### Given information ###

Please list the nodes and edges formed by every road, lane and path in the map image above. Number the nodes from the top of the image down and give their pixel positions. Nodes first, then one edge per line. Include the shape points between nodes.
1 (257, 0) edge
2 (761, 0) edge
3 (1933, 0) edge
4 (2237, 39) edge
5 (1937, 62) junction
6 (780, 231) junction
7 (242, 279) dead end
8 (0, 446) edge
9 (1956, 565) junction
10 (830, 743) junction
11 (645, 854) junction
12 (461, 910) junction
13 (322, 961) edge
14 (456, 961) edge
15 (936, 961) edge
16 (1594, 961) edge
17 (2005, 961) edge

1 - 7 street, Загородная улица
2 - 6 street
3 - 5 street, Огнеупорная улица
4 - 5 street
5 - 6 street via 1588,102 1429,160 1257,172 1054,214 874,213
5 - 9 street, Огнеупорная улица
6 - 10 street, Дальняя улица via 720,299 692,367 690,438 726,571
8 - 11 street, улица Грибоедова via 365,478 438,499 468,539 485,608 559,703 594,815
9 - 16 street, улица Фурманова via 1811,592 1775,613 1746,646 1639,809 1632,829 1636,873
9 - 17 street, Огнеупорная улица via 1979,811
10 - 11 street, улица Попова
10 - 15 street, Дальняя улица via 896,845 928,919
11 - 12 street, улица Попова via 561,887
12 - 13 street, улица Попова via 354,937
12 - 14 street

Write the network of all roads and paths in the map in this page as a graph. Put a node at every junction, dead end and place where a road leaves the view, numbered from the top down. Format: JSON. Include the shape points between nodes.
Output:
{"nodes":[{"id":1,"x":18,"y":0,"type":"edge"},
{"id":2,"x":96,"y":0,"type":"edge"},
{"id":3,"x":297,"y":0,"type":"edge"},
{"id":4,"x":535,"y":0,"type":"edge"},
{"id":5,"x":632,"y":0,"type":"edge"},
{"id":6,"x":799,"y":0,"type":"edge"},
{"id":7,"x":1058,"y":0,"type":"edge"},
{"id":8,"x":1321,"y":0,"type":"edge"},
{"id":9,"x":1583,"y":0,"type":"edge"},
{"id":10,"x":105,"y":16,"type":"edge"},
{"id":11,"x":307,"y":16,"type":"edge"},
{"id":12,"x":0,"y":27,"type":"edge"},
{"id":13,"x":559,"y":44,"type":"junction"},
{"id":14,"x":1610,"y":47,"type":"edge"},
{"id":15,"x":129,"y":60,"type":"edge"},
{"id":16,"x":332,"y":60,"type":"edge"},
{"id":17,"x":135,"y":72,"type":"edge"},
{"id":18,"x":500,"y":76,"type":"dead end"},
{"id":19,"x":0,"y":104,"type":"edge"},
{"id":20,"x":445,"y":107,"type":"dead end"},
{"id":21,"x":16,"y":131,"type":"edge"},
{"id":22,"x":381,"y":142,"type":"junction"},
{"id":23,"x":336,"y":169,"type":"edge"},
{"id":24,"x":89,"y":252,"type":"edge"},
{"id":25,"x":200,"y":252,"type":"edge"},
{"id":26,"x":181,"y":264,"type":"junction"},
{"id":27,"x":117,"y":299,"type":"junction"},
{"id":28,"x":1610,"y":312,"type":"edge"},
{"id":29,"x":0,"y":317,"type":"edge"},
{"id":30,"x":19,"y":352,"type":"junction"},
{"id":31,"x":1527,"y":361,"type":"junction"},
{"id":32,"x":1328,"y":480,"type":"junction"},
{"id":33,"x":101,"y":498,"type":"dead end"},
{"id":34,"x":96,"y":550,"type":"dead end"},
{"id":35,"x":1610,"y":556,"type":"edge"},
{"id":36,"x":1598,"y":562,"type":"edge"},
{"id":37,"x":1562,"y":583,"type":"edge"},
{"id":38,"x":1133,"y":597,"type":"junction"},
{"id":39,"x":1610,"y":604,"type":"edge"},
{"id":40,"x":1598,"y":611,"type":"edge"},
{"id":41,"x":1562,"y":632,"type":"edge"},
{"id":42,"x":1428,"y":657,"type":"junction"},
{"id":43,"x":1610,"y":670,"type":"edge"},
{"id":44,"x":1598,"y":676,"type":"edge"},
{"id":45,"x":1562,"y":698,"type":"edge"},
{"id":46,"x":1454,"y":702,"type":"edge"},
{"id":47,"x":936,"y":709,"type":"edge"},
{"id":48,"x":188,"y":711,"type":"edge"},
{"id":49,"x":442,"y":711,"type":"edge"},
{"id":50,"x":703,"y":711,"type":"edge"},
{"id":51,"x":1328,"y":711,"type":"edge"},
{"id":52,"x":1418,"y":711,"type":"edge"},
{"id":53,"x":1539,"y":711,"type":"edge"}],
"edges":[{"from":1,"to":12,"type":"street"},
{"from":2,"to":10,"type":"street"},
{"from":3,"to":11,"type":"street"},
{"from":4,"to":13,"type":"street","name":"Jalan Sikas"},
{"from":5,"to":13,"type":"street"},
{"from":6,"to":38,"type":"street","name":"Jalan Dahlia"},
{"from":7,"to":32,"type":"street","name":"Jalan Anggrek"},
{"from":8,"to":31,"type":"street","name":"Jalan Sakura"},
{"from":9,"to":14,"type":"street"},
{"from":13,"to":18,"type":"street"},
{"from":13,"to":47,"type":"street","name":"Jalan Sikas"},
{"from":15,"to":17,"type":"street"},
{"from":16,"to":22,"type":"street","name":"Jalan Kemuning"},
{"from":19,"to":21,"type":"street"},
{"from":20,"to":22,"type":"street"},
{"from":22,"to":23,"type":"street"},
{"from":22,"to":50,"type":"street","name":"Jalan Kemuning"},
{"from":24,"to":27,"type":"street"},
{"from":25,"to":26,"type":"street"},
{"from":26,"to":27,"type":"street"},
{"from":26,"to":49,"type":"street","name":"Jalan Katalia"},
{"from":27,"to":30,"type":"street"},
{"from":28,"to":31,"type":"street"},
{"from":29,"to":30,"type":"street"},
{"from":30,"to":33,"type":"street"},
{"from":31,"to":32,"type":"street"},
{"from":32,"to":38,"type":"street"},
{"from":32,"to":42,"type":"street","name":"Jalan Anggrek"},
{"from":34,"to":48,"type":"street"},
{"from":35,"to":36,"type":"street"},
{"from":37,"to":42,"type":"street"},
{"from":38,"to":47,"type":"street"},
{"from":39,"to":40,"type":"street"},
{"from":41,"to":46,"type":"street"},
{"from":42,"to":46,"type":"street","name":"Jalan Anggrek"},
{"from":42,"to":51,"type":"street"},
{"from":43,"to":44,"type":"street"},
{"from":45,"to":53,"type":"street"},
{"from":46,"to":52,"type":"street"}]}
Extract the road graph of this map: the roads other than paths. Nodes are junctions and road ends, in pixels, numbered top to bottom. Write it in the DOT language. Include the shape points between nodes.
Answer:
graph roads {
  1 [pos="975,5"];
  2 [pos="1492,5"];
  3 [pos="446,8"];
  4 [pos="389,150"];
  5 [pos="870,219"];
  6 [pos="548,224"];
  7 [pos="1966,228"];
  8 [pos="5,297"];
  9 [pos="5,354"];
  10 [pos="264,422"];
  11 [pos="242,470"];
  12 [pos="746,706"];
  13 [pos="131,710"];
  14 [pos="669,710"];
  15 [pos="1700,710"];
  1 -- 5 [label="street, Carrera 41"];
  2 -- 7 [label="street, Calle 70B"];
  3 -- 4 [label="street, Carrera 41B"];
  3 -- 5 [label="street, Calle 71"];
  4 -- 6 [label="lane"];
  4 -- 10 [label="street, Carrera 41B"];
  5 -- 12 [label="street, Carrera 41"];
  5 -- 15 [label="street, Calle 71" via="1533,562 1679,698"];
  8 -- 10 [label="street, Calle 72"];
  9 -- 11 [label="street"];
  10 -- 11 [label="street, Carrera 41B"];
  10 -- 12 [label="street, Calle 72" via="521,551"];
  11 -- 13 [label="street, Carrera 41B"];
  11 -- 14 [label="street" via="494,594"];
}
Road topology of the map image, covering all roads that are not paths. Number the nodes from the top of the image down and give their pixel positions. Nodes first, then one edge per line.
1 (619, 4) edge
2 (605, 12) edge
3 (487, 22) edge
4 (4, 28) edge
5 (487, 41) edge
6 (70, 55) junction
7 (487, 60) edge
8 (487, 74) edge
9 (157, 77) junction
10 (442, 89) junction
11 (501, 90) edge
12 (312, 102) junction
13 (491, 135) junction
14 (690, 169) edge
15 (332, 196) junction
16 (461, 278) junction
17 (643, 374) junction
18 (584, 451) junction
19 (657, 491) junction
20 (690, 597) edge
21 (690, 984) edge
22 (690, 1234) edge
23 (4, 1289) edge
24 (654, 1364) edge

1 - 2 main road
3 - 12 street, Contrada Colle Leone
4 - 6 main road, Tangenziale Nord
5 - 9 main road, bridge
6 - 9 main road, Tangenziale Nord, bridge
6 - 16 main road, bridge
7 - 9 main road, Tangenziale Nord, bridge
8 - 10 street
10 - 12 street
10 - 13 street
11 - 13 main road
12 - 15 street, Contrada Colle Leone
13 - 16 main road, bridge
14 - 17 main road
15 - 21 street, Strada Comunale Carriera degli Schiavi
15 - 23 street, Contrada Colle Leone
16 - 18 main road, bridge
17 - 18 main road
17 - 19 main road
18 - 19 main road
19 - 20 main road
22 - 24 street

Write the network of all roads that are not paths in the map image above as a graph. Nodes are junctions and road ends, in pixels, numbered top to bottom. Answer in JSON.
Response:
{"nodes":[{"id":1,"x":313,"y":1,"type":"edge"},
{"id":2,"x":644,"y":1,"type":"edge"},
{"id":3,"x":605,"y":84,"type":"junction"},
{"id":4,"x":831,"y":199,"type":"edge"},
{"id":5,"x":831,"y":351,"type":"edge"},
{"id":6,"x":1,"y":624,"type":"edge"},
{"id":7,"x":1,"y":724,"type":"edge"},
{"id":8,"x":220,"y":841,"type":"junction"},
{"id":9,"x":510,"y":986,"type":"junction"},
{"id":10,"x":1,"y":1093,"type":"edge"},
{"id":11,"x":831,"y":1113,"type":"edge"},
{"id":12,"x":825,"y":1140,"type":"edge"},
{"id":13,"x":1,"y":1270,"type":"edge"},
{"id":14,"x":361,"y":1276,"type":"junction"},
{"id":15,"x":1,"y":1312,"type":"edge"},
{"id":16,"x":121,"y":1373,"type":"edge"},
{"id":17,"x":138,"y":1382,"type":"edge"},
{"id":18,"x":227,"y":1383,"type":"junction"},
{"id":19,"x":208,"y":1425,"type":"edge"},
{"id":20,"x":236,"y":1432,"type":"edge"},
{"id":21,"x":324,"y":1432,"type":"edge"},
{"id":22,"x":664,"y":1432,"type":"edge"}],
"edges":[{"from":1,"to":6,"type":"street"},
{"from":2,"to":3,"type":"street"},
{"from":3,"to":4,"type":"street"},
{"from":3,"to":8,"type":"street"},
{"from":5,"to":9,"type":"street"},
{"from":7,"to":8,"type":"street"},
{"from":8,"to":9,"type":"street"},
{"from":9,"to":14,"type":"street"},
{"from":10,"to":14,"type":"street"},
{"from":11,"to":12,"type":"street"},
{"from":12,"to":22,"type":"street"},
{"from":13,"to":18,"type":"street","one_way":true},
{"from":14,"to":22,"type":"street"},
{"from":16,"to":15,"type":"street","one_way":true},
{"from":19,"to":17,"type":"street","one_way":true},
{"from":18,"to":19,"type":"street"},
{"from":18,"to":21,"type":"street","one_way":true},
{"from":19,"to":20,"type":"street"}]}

###

* _Activity_: A single number is the expected answer: how many lines of the entries contain "points".

* _Result_: 3